In Memory of Harry Reicher
In Memorium
Our friend and fellow scholar Harry Reicher passed away October 27, 2014.
To honor this remarkable man and visionary scholar, the Institute gratefully re-posts his profile below. During the brief week that Harry spent with us here in Los Angeles this past July as our inaugural Rutman Teaching Fellow, he managed to touch and inspire all of our staff and friends of the Institute who worked with him and who heard his public lecture. His quick wit, sense of humor, humble and welcoming spirit, and generosity of soul allowed us to feel like we had known him for years. We will never forget how he opened his lecture: “So, we’re here in your conference room because Dodger Stadium was booked, right?”
As the time for his return flight approached, Harry’s office here at the Institute filled with staff and interns whom he regaled with stories from his rich life as an Australian, lawyer, scholar, father, and professor.
He was a remarkable scholar and a magnetic spirit, and will be sorely missed.
Harry Reicher’s Law and the Holocaust course at the University of Pennsylvania Law School is already one of the most popular among students. But he believes his teaching fellowship at the USC Shoah Foundation this summer will take it to the next level. He is in residence at USC Shoah Foundation this week to conduct research and give a public lecture.
Reicher, who was born in Prague, was one of Australia’s leading international law and taxation experts. As an academic, Professor Reicher taught for many years at Monash University in Melbourne (and also the University of Melbourne Law School), and has been a professor at a number of law schools in the United States. For the last 19 years, he has taught at the University of Pennsylvania Law School, where in 2003, he was the recipient of the Law School’s inaugural adjunct teaching award. He is also currently Scholar in Residence at the Touro College Jacob D. Fuchsberg Law Center.

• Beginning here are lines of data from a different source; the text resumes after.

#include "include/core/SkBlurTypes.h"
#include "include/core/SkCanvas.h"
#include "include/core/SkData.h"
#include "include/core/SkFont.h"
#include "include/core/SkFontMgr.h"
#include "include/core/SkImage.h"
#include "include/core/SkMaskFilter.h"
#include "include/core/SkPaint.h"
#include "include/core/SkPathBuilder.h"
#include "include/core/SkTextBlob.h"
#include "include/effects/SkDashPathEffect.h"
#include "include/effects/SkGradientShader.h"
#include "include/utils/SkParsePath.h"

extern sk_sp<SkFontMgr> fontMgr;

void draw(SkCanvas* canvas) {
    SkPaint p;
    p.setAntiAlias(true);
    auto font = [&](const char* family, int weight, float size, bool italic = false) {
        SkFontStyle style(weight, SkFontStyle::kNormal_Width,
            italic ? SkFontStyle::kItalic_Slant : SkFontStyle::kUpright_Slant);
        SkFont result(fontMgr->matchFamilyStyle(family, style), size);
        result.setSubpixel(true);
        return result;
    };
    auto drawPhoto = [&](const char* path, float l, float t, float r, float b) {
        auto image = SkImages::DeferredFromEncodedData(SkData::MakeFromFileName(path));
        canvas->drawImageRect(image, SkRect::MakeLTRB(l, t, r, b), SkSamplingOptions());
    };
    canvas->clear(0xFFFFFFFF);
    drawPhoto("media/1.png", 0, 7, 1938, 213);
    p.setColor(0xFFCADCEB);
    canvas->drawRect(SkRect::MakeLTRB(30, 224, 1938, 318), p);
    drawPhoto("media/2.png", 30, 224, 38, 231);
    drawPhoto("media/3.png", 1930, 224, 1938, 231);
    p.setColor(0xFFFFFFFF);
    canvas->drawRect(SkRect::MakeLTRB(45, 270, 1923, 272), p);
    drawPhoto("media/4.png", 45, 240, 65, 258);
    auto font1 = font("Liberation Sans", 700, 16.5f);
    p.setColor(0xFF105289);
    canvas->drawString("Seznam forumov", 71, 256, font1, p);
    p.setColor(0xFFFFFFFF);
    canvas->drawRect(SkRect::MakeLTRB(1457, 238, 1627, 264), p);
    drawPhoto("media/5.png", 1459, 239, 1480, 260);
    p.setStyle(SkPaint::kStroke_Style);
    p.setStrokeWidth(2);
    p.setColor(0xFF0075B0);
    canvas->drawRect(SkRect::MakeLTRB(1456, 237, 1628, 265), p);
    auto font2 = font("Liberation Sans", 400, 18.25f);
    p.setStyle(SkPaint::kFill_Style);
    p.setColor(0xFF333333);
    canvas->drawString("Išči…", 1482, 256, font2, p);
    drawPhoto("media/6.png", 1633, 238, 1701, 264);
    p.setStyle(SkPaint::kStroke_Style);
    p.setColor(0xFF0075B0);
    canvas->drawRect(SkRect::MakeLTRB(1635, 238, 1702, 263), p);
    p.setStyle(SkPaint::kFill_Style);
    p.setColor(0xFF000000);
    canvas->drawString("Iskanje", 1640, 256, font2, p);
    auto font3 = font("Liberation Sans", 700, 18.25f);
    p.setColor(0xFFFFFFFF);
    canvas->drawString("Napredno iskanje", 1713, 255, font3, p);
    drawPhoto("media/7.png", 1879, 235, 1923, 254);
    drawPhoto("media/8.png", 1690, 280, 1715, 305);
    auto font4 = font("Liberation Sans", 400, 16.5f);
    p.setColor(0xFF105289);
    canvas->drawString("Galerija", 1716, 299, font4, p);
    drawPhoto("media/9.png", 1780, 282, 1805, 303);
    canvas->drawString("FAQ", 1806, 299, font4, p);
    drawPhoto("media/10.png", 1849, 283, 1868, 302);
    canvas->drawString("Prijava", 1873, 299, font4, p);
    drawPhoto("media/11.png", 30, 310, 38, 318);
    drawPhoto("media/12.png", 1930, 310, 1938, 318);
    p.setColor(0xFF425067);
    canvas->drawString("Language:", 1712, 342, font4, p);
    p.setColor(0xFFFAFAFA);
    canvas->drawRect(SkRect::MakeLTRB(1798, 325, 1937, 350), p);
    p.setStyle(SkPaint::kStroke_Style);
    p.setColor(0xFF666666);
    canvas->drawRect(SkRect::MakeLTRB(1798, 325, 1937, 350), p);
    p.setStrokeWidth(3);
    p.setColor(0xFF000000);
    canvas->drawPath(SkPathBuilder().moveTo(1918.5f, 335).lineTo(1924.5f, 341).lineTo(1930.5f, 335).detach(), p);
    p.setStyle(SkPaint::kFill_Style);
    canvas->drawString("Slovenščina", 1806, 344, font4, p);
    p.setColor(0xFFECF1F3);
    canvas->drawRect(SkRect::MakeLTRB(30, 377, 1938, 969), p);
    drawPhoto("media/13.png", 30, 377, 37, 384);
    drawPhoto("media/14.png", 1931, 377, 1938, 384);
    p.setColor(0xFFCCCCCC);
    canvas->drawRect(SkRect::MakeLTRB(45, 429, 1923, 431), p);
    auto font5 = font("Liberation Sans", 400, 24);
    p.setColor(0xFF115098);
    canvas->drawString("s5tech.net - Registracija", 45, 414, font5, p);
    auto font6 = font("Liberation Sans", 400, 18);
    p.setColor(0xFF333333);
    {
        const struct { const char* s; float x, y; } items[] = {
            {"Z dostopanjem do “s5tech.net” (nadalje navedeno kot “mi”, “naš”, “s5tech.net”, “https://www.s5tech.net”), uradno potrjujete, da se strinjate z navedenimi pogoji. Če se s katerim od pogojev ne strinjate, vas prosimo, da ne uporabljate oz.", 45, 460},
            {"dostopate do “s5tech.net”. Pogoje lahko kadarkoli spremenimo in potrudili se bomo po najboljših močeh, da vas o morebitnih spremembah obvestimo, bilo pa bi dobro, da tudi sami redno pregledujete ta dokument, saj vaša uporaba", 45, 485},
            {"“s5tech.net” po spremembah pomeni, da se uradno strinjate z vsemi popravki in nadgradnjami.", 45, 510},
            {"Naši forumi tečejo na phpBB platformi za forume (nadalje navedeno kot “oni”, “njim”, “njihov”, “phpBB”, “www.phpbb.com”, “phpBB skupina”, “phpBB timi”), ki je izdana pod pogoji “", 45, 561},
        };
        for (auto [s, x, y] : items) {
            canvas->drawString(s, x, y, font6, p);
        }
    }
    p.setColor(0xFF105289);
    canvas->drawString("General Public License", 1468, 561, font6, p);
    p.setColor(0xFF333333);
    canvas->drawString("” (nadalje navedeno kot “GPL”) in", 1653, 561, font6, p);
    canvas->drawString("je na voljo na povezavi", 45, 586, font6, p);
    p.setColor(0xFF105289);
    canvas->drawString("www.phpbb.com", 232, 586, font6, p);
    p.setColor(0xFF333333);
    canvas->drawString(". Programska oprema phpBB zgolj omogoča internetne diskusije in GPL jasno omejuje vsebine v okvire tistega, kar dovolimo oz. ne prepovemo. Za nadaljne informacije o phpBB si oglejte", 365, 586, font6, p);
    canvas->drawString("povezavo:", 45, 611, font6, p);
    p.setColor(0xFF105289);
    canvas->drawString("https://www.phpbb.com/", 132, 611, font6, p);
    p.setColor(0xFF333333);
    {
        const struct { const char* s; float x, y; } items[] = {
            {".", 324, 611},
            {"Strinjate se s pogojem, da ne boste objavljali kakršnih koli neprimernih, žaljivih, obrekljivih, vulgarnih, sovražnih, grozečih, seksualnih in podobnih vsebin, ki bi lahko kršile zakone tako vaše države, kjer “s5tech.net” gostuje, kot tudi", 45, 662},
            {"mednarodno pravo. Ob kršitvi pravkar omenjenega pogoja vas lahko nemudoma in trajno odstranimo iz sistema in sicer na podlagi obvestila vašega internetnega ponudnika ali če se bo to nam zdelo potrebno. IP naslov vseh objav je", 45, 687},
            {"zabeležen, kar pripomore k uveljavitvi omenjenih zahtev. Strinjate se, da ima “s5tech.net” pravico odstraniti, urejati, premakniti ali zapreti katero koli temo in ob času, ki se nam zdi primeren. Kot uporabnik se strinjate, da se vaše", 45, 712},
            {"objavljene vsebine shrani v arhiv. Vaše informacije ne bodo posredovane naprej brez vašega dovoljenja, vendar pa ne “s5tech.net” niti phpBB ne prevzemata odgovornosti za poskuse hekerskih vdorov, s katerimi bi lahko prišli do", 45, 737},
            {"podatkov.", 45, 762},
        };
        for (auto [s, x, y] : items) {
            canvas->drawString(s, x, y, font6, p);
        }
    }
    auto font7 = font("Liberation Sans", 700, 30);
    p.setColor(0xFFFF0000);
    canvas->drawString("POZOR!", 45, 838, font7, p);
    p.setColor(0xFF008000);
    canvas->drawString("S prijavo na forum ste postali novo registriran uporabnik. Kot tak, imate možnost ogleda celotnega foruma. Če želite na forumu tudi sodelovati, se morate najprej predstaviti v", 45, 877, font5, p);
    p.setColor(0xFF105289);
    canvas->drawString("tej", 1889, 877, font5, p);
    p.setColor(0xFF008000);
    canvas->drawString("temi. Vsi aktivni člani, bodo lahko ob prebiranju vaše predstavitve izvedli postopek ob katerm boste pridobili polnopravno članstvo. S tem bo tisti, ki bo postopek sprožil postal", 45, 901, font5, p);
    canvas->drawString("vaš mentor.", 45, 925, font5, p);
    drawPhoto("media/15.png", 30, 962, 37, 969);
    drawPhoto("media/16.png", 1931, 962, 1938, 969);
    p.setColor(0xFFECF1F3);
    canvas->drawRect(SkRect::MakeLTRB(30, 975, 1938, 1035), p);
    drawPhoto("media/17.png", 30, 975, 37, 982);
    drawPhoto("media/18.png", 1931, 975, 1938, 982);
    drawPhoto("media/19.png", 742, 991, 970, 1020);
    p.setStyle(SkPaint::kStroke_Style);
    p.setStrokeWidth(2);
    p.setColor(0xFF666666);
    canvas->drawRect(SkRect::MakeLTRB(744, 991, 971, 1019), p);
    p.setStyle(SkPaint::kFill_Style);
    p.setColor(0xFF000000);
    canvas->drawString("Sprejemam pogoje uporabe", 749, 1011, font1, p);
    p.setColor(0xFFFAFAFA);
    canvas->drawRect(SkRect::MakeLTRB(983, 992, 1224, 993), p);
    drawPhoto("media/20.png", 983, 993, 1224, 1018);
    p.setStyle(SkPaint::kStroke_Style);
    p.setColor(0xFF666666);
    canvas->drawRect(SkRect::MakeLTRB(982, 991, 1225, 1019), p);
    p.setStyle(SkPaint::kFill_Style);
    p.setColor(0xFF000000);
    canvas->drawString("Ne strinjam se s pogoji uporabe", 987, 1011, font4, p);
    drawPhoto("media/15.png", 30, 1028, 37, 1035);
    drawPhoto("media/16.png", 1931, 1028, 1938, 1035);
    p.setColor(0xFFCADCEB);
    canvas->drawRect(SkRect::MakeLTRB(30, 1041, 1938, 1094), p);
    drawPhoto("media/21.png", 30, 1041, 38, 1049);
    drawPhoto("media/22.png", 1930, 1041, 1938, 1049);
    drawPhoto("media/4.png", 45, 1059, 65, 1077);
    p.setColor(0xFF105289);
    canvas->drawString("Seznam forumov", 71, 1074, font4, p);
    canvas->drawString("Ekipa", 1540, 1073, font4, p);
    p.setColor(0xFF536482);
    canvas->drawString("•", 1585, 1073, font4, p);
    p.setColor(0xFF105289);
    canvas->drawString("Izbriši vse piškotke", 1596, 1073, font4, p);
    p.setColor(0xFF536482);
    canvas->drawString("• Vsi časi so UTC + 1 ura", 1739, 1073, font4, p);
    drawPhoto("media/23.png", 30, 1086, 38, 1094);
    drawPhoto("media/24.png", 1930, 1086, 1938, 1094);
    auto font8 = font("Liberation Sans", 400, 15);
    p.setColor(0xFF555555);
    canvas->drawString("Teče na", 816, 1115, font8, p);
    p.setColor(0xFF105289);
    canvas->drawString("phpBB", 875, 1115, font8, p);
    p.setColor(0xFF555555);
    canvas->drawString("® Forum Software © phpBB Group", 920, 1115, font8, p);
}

Reicher is the first recipient of USC Shoah Foundation’s Rutman Teaching Fellowship, which provides financial support and staff assistance to faculty members of the University of Pennsylvania who wish to use the Institute’s life-history testimonies in their new or existing courses.
Reicher has already developed and taught a course at Penn Law called Law and the Holocaust, which has proven popular with students – as many as 85 have enrolled for the elective each semester and include graduate and undergraduate students, MBA candidates, and international students.
The course examines the Nazi philosophy of law and how it was used to pervert Germany’s legal system in order to discriminate against, ostracize, dehumanize, and ultimately eliminate, certain classes of people; and then, to study the role of international law in rectifying the damage by bringing perpetrators to justice and constructing a legal system designed to prevent a repetition, Reicher said.
The course utilizes a variety of audio-visual material, including documentary and feature films and archival footage, to explore the Nuremberg Laws, Nazi ideology, war crimes trials and other legal aspects of the Holocaust. Reicher said his teaching fellowship will allow him to incorporate testimony from the Visual History Archive as well.
Students will watch clips that include discussion of Jews’ loss of rights and citizenship, wearing the Star of David, euthanasia and sterilization laws, as well as the effects of the judicial system in which Jews “were treated as non-persons,” Reicher said. Through testimony and other first-person accounts, Reicher hopes to impart the human element of the Holocaust on his students.
“Although we study the Holocaust through the prism of law, and in the rarefied atmosphere of a leading Ivy League law school, a recurring theme in the course is that never, for a single moment, should we forget the intensely human effects of the legal system on the daily lives of ordinary walking, talking, thinking, feeling human beings, like every single one of us,” Reicher said. “Integrating excerpts from USC Shoah Foundation interviews would take this to the next level, and import the power of the visual image into this aspect of the course.”
Penn Law is a breeding ground for many of the world’s future leaders, so it is imperative to teach them the lessons of the Holocaust and its devastating consequences, Reicher added.
“In conveying to law students the somber reality of how a legal system can be grotesquely perverted, and the lessons which are there to be learnt, the potential for impact and influence is enormous,” Reicher said.